REQUIRED WORK - Restate each record word for word, omitting whatever pictures it holds.
....
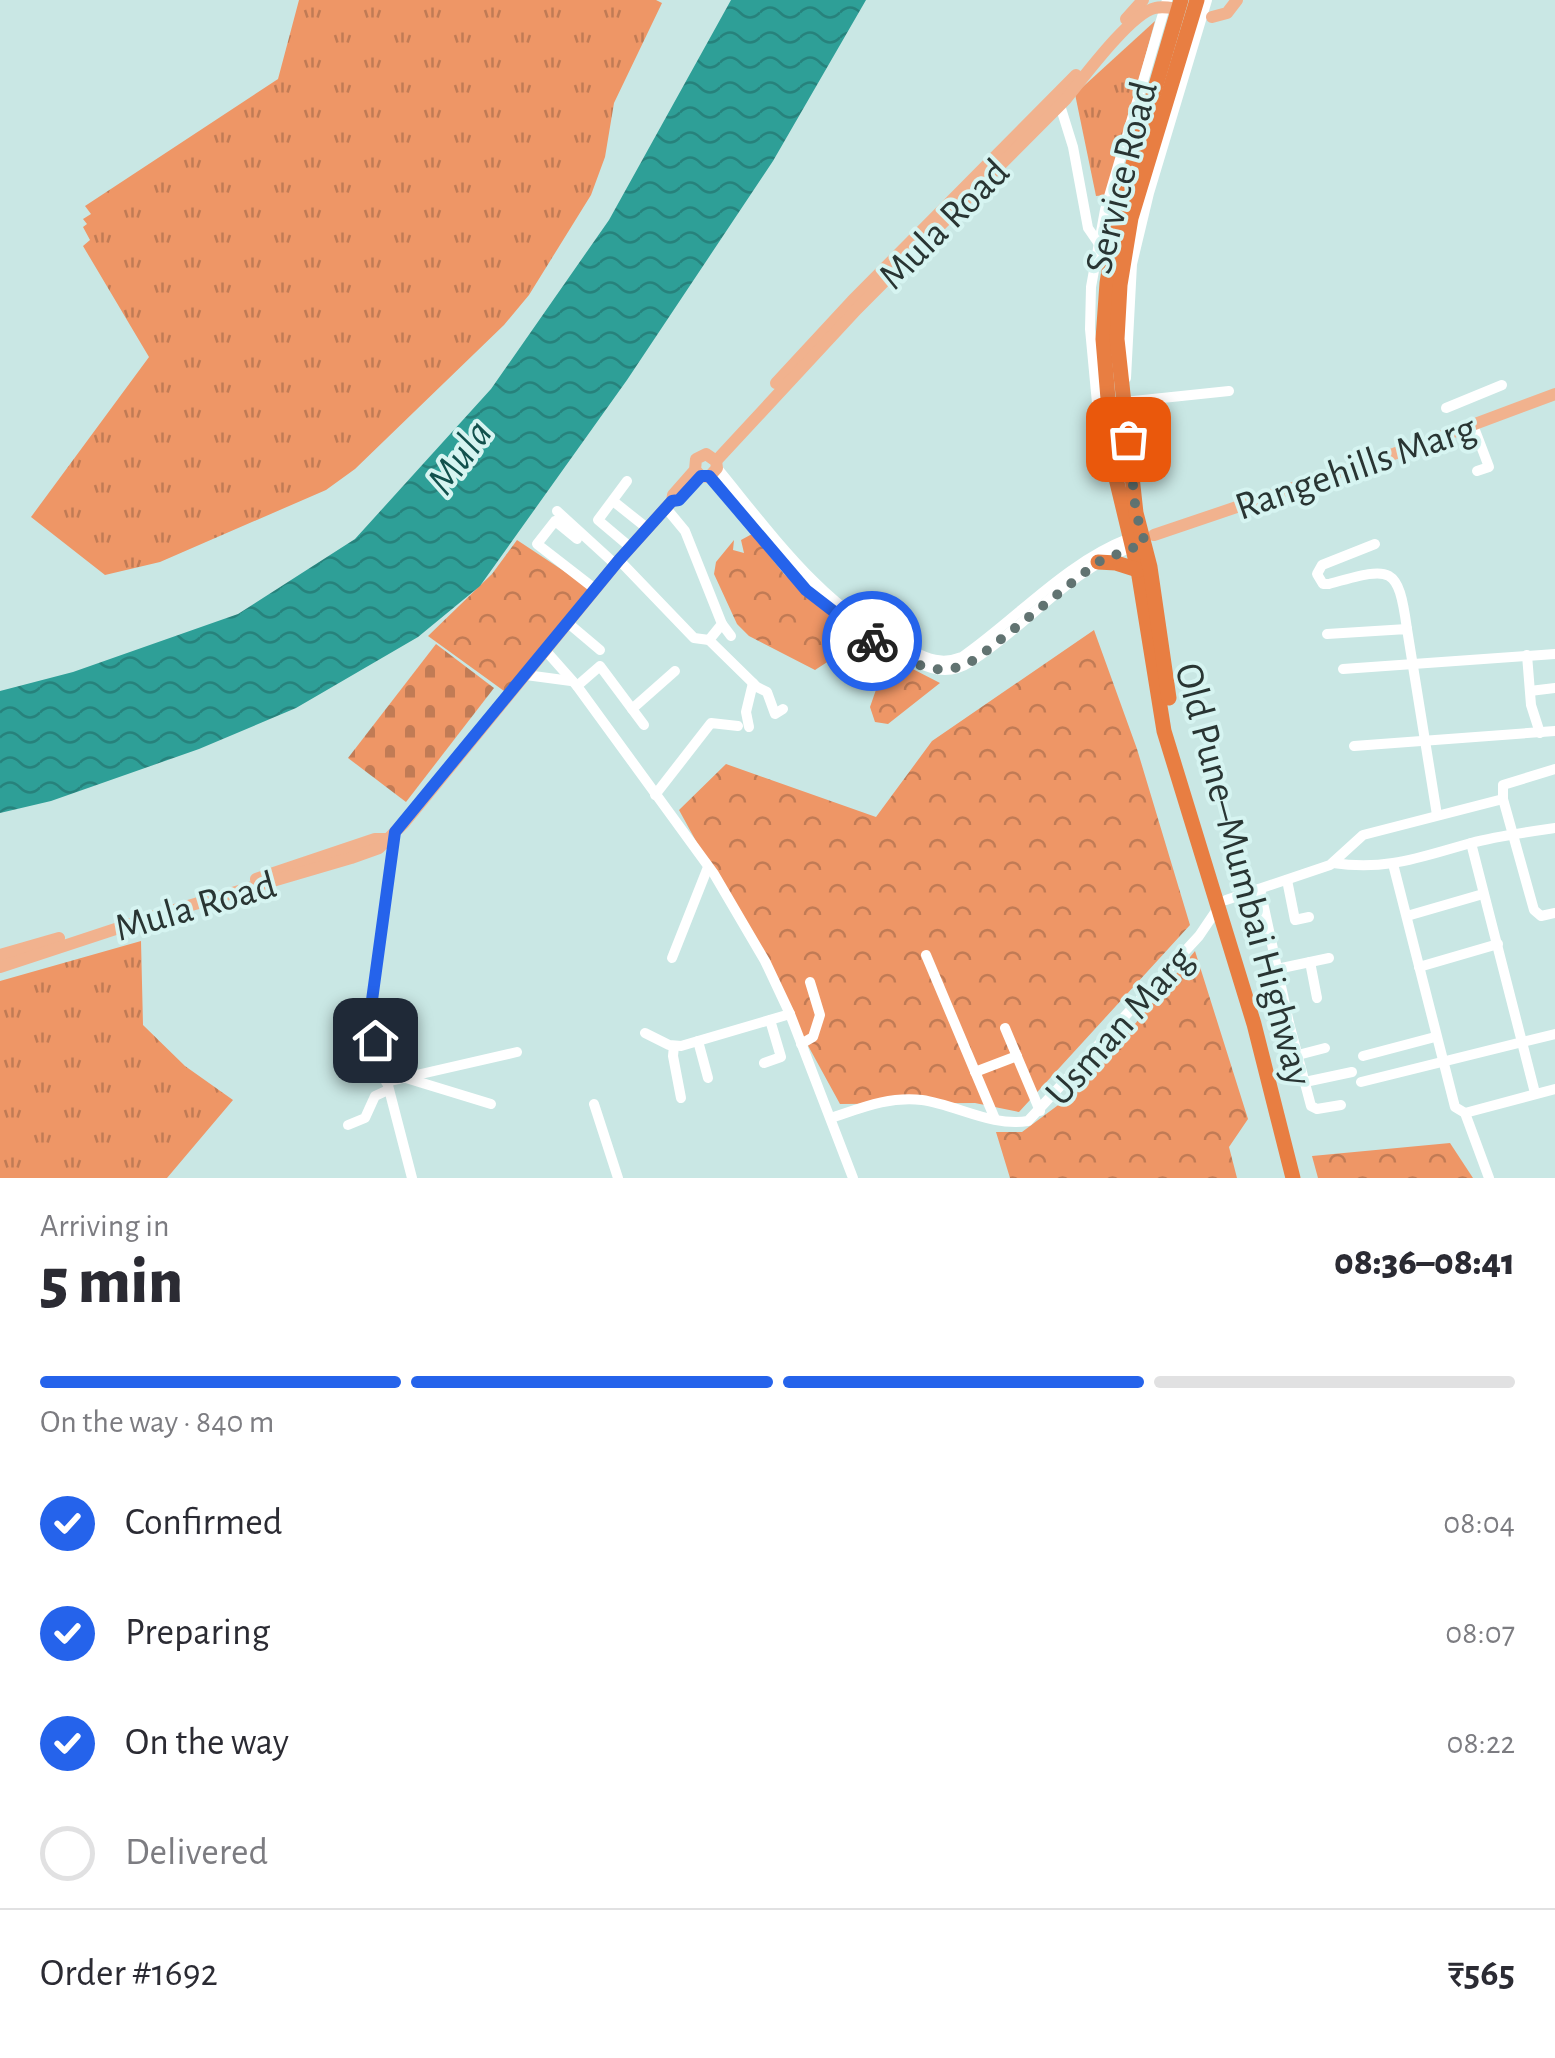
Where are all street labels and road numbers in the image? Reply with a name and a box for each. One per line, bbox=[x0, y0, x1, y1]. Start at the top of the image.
street label: Service Road bbox=[1079, 77, 1165, 278]
street label: Mula Road bbox=[872, 152, 1017, 297]
street label: Rangehills Marg bbox=[1230, 408, 1481, 528]
street label: Old Pune–Mumbai Highway bbox=[1167, 659, 1319, 1090]
street label: Mula Road bbox=[110, 865, 281, 949]
street label: Usman Marg bbox=[1038, 939, 1201, 1114]

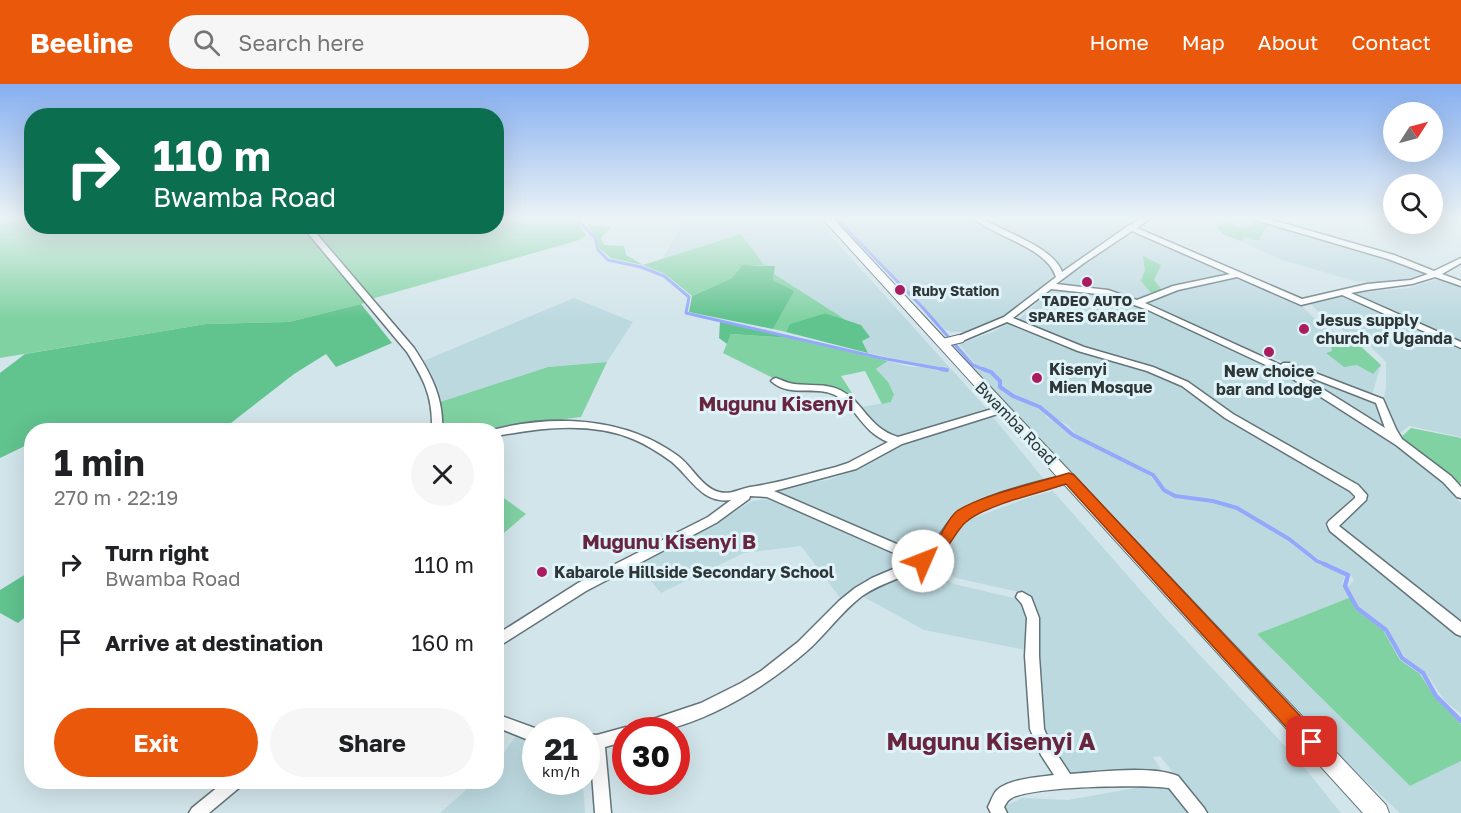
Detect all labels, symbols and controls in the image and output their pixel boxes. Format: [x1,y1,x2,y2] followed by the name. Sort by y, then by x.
[169,15,589,69] search box
[30,26,133,59] text: Beeline
[190,26,223,59] icon: search
[238,29,364,56] text: Search here
[1089,29,1149,55] text: Home
[1182,29,1225,55] text: Map
[1258,29,1318,55] text: About
[1351,29,1431,55] text: Contact
[1383,102,1443,162] north arrow
[1383,102,1443,234] map controls
[153,130,271,180] text: 110 m
[54,132,132,210] icon: right
[1383,174,1443,234] button: search
[153,181,336,213] text: Bwamba Road
[1080,275,1094,289] marker: TADEO AUTO SPARES GARAGE
[912,282,999,299] place label: Ruby Station
[893,283,907,297] marker: Ruby Station
[1028,292,1146,325] place label: TADEO AUTO SPARES GARAGE
[1316,310,1452,348] place label: Jesus supply church of Uganda
[1297,322,1311,336] marker: Jesus supply church of Uganda
[1262,345,1276,359] marker: New choice bar and lodge
[1049,359,1152,397] place label: Kisenyi Mien Mosque
[1216,361,1322,399] place label: New choice bar and lodge
[1030,371,1044,385] marker: Kisenyi Mien Mosque
[971,377,1061,469] street label: Bwamba Road
[698,391,854,415] district label: Mugunu Kisenyi
[54,441,145,484] text: 1 min
[411,443,474,506] button: close
[54,485,178,509] text: 270 m · 22:19
[582,529,756,553] district label: Mugunu Kisenyi B
[891,529,955,593] position arrow
[105,539,209,566] text: Turn right
[54,548,87,581] icon: right
[414,551,474,578] text: 110 m
[554,562,835,582] place label: Kabarole Hillside Secondary School
[535,565,549,579] marker: Kabarole Hillside Secondary School
[105,566,241,590] text: Bwamba Road
[54,626,87,659] icon: arrive
[105,629,323,656] text: Arrive at destination
[411,629,474,656] text: 160 m
[54,708,258,777] button: Exit
[270,708,474,777] button: Share
[1286,716,1337,767] pin
[612,717,690,795] speed limit sign: 30
[1295,725,1328,758] icon: arrive
[886,726,1096,755] district label: Mugunu Kisenyi A
[544,731,578,767] text: 21
[542,762,580,780] text: km/h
....
TASK OUTPUT -
Where are all street labels and road numbers in the image? Reply with a name and a box for each. One per line, bbox=[x0, y0, x1, y1]. Start at the top of the image.
street label: Service Road bbox=[1079, 77, 1165, 278]
street label: Mula Road bbox=[872, 152, 1017, 297]
street label: Rangehills Marg bbox=[1230, 408, 1481, 528]
street label: Old Pune–Mumbai Highway bbox=[1167, 659, 1319, 1090]
street label: Mula Road bbox=[110, 865, 281, 949]
street label: Usman Marg bbox=[1038, 939, 1201, 1114]

Detect all labels, symbols and controls in the image and output their pixel boxes. Format: [x1,y1,x2,y2] followed by the name. Sort by y, then by x.
[169,15,589,69] search box
[30,26,133,59] text: Beeline
[190,26,223,59] icon: search
[238,29,364,56] text: Search here
[1089,29,1149,55] text: Home
[1182,29,1225,55] text: Map
[1258,29,1318,55] text: About
[1351,29,1431,55] text: Contact
[1383,102,1443,162] north arrow
[1383,102,1443,234] map controls
[153,130,271,180] text: 110 m
[54,132,132,210] icon: right
[1383,174,1443,234] button: search
[153,181,336,213] text: Bwamba Road
[1080,275,1094,289] marker: TADEO AUTO SPARES GARAGE
[912,282,999,299] place label: Ruby Station
[893,283,907,297] marker: Ruby Station
[1028,292,1146,325] place label: TADEO AUTO SPARES GARAGE
[1316,310,1452,348] place label: Jesus supply church of Uganda
[1297,322,1311,336] marker: Jesus supply church of Uganda
[1262,345,1276,359] marker: New choice bar and lodge
[1049,359,1152,397] place label: Kisenyi Mien Mosque
[1216,361,1322,399] place label: New choice bar and lodge
[1030,371,1044,385] marker: Kisenyi Mien Mosque
[971,377,1061,469] street label: Bwamba Road
[698,391,854,415] district label: Mugunu Kisenyi
[54,441,145,484] text: 1 min
[411,443,474,506] button: close
[54,485,178,509] text: 270 m · 22:19
[582,529,756,553] district label: Mugunu Kisenyi B
[891,529,955,593] position arrow
[105,539,209,566] text: Turn right
[54,548,87,581] icon: right
[414,551,474,578] text: 110 m
[554,562,835,582] place label: Kabarole Hillside Secondary School
[535,565,549,579] marker: Kabarole Hillside Secondary School
[105,566,241,590] text: Bwamba Road
[54,626,87,659] icon: arrive
[105,629,323,656] text: Arrive at destination
[411,629,474,656] text: 160 m
[54,708,258,777] button: Exit
[270,708,474,777] button: Share
[1286,716,1337,767] pin
[612,717,690,795] speed limit sign: 30
[1295,725,1328,758] icon: arrive
[886,726,1096,755] district label: Mugunu Kisenyi A
[544,731,578,767] text: 21
[542,762,580,780] text: km/h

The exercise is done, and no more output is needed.